Illustration of the algorithm for retrieving the relevance of text content to the database.

Therefore, breakthroughs in text similarity computation can not only promote the flourishing development of data processing and natural language processing fields, but also advance the progress of general artificial intelligence to support the efficient work of human beings. The research of text similarity computation mainly contains text vectorization representation and text distance computation. Among them, text distance is usually measured by vectorizing the text representation and then using the distance between vectors [12]. Therefore, obtaining text vectors that can fully express the text information is also one of the important elements of the research. Text representation is the conversion of unstructured textual linguistic symbols into a computer-computable form, which is usually a vector, i.e., a vectorized representation of text. Text vectors can be applied not only for similarity computation but also as a basis for common text computing tasks [13]. Faced with text data containing rich information, the unstructured text is represented as a vector by modeling the text, which contains information about the semantic structure of the text expression, and then the text vector is used as the basis for subsequent text processing work [14]. Therefore, the quality of the vectorized representation of text can directly affect the accuracy and efficiency of the algorithm for subsequent tasks. In order to obtain vector representations that can adequately express text information and provide better support for higher-level text computing tasks, research on text representation models is extremely necessary and has a direct role in promoting research and development in the field of natural language processing.

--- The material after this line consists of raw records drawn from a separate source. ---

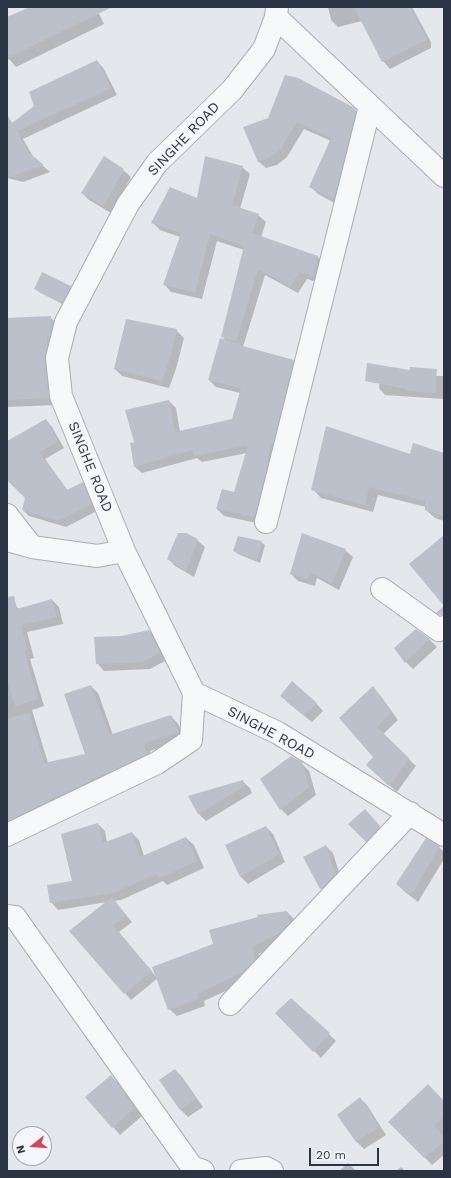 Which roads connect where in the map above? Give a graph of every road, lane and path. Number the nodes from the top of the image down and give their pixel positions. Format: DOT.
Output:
graph roads {
  1 [pos="277,12"];
  2 [pos="370,106"];
  3 [pos="444,176"];
  4 [pos="7,515"];
  5 [pos="266,522"];
  6 [pos="7,540"];
  7 [pos="32,547"];
  8 [pos="124,551"];
  9 [pos="382,589"];
  10 [pos="444,627"];
  11 [pos="194,693"];
  12 [pos="410,813"];
  13 [pos="7,835"];
  14 [pos="444,835"];
  15 [pos="7,916"];
  16 [pos="230,1004"];
  17 [pos="203,1171"];
  18 [pos="241,1171"];
  19 [pos="272,1171"];
  1 -- 2 [label="street"];
  1 -- 8 [label="street, SINGHE ROAD"];
  2 -- 3 [label="street"];
  2 -- 5 [label="street"];
  4 -- 7 [label="street"];
  6 -- 7 [label="street"];
  7 -- 8 [label="street"];
  8 -- 11 [label="street, SINGHE ROAD"];
  9 -- 10 [label="street"];
  11 -- 12 [label="street, SINGHE ROAD"];
  11 -- 13 [label="street"];
  12 -- 14 [label="street, SINGHE ROAD"];
  12 -- 16 [label="street"];
  15 -- 17 [label="street"];
  18 -- 19 [label="street"];
}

In this paper, based on the analysis of domestic and international researches on text representation models and similarity calculation algorithms, word and sentence vector models and similarity calculation algorithms are studied in depth. The research work of the paper has two parts: the sentence vector representation model based on feature contribution degree and the text similarity calculation algorithm with multimodel weighted fusion. Based on the research of existing SIF sentence vector model, an improved model of sentence vector representation based on feature contribution degree is constructed. Since the original model only introduces generic word frequency information in the calculation of feature word weights and transports all words in the text to participate in the calculation of sentence vectors without any difference in the process of generating sentence vectors, without considering the screening of feature words with low contribution to the task, the obtained sentence vector representation has unfocused semantic information and poor task relevance, which affects the accuracy of subsequent text calculation tasks. To address the above shortcomings, firstly, this model improves the information gain calculation formula by introducing intraclass words frequency and intraclass and interclass differentiation factors to further enhance the effect of text feature selection. Then, a feature contribution factor that can portray the contribution of features to the task is constructed by combining the generic word frequency factor. Finally, this factor is used to remove the feature words with low contribution to the task, and the remaining strong feature words are involved in the subsequent calculation of the sentence vector, which can obtain a sentence vector representation with concentrated semantic information and strong task focus and improve the computational efficiency of the model to a certain extent. The experiments show that the improved model achieves better experimental results in the two basic tasks of text classification and similarity calculation.

2. Related Work

The knowledge ontology base is a “question-answer” base of user questions, and the answers to these questions are stored in a database. When a user asks a question, the system usually first searches the Frequently Asked Question (FAQ) set and then searches for the most similar answer to the question and returns it to the user [15]. If the system cannot find a satisfactory answer in the FAQ database, the system will automatically switch to the knowledge ontology database for retrieval. Among them, the similarity algorithm is the key technology in the intelligent Q&A system, which is used to realize the finding of the most similar question in the knowledge ontology database. By calculating the similarity between the questions asked by the user and the answers stored in the knowledge ontology database, the answer with the highest similarity is selected as the answer to the question asked by the user, and the corresponding answer information is returned to the user [16].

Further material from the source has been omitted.